# EXTRACTED RECORDS:
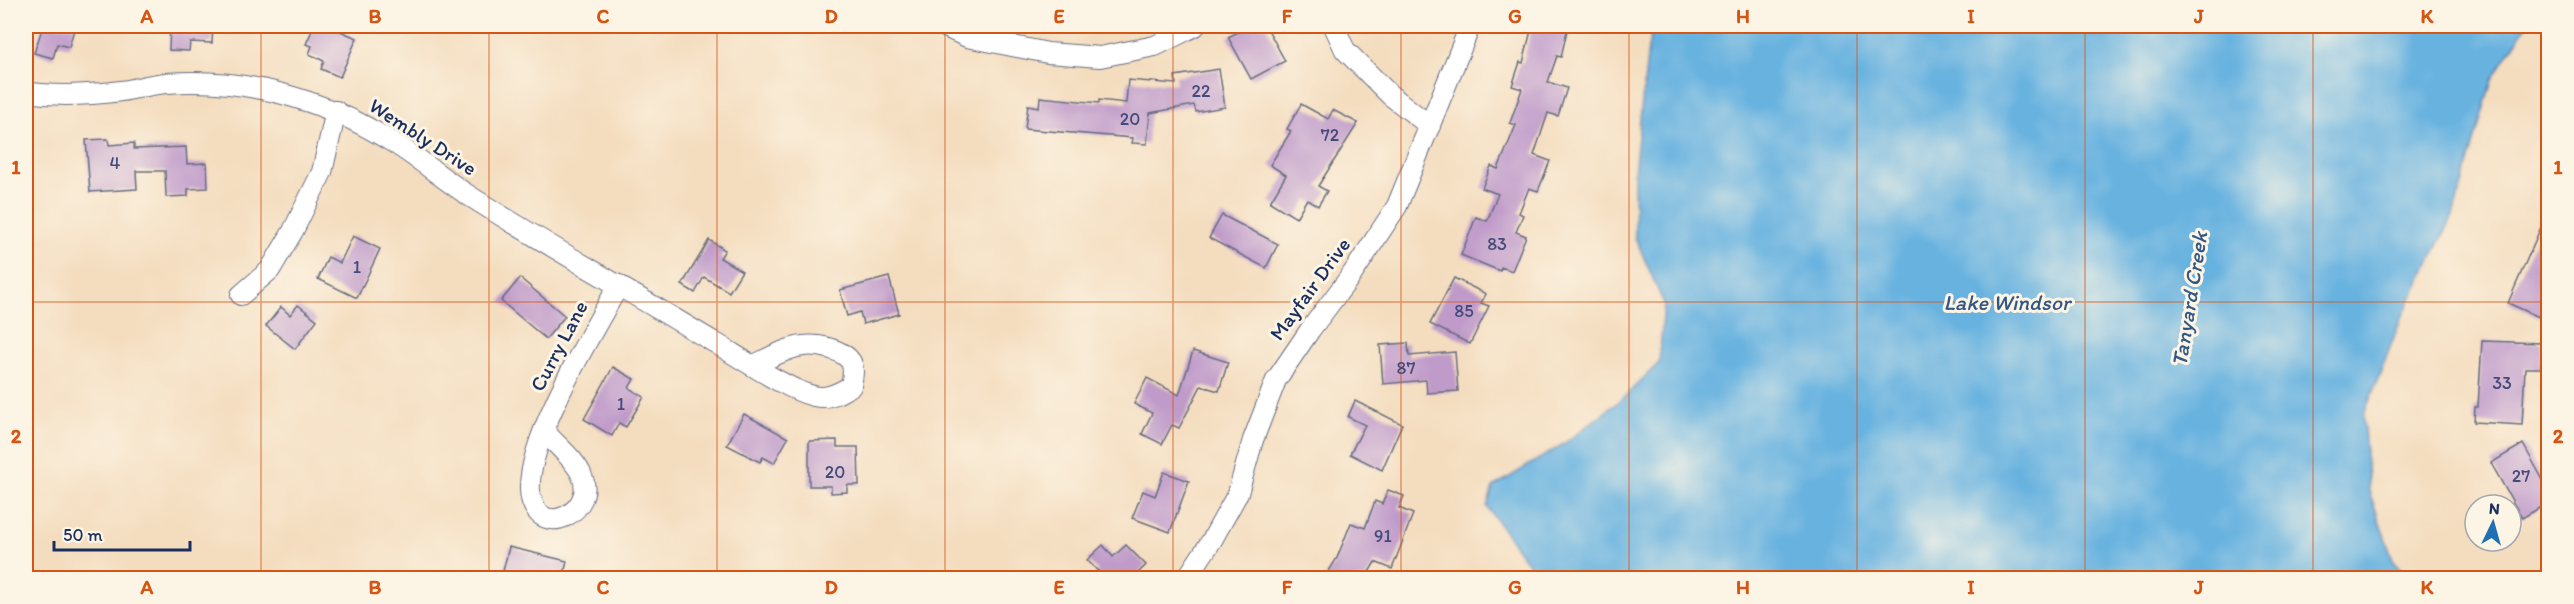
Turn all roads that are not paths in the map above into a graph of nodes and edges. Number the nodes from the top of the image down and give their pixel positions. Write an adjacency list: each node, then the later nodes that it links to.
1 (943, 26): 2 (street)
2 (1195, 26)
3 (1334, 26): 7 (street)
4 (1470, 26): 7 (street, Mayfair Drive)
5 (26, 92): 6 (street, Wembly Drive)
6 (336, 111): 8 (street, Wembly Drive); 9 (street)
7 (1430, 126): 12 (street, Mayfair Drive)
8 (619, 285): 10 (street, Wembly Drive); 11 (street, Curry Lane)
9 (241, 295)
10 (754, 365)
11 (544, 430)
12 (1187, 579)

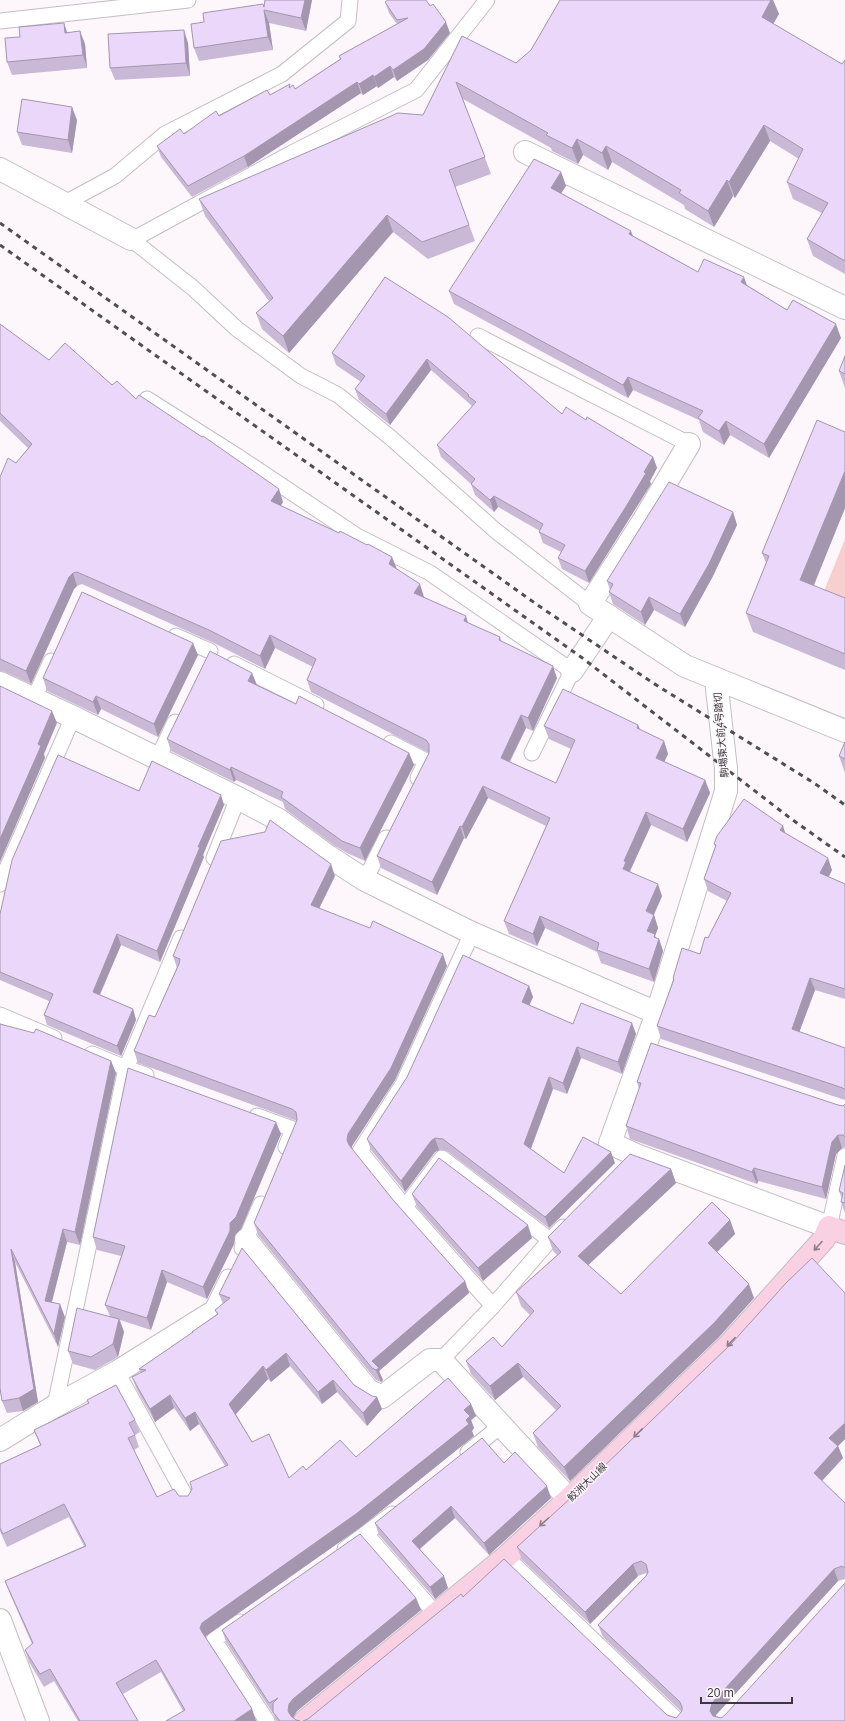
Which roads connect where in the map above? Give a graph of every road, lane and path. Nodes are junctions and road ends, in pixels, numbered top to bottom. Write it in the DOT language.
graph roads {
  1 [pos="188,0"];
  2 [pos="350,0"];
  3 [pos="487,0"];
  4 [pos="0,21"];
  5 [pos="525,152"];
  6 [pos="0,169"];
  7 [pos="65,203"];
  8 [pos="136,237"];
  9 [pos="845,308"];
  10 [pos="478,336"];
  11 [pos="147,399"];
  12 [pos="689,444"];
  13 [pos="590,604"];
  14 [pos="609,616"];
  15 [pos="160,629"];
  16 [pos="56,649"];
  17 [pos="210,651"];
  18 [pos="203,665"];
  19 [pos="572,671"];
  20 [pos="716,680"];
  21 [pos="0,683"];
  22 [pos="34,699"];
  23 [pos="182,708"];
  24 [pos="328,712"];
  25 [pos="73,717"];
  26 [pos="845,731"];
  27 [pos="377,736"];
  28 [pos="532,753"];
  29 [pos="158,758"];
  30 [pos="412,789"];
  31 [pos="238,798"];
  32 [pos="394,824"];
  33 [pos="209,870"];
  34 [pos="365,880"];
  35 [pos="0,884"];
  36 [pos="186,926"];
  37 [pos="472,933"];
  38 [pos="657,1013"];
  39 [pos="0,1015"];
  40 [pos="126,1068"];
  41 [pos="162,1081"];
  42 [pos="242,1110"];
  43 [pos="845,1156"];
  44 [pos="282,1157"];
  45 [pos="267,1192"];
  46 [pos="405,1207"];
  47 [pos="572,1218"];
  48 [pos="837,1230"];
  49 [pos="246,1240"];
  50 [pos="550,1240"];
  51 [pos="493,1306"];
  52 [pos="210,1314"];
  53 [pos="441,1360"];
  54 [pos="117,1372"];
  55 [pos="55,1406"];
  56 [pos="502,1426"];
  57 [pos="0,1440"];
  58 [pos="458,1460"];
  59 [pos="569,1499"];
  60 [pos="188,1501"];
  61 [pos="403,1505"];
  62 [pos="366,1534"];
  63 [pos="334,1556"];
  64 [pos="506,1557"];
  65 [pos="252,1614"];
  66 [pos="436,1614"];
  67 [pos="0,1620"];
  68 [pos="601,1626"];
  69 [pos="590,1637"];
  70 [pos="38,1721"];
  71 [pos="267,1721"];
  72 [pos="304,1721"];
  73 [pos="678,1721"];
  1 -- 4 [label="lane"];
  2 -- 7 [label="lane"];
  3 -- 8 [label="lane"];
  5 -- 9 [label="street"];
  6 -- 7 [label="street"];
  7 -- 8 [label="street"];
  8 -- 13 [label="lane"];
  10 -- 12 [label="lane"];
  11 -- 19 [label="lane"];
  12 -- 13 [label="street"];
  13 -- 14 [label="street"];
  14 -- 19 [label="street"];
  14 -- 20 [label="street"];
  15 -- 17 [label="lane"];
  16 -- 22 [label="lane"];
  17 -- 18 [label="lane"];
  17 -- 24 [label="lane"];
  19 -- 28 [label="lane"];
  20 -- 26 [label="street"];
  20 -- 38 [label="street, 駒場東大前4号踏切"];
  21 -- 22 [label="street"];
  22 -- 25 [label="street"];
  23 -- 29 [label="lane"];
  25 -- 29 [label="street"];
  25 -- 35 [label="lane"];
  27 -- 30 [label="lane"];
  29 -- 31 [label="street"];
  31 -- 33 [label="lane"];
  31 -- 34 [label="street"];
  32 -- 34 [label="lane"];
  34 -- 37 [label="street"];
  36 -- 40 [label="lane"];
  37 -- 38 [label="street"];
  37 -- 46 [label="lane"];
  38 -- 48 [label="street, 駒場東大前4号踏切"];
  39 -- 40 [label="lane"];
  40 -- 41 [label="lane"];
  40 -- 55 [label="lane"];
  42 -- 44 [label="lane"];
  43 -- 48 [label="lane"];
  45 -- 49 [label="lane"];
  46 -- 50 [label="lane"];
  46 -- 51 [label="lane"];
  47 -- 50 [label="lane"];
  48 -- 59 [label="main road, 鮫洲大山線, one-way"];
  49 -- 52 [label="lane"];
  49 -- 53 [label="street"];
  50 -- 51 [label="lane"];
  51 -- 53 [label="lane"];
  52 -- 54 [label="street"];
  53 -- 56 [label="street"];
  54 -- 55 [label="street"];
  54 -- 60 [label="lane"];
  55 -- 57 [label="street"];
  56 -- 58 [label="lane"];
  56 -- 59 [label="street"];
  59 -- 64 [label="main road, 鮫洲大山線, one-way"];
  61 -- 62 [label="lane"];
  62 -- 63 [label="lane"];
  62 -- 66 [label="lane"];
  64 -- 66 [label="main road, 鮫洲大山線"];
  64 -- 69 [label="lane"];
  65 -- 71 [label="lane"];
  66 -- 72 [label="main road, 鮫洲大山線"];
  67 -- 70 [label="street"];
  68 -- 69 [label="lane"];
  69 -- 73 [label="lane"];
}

# ASSIGNMENT:
Please return every line of the records that contains the word "main".

# RESPONSE AREA:
  48 -- 59 [label="main road, 鮫洲大山線, one-way"];
  59 -- 64 [label="main road, 鮫洲大山線, one-way"];
  64 -- 66 [label="main road, 鮫洲大山線"];
  66 -- 72 [label="main road, 鮫洲大山線"];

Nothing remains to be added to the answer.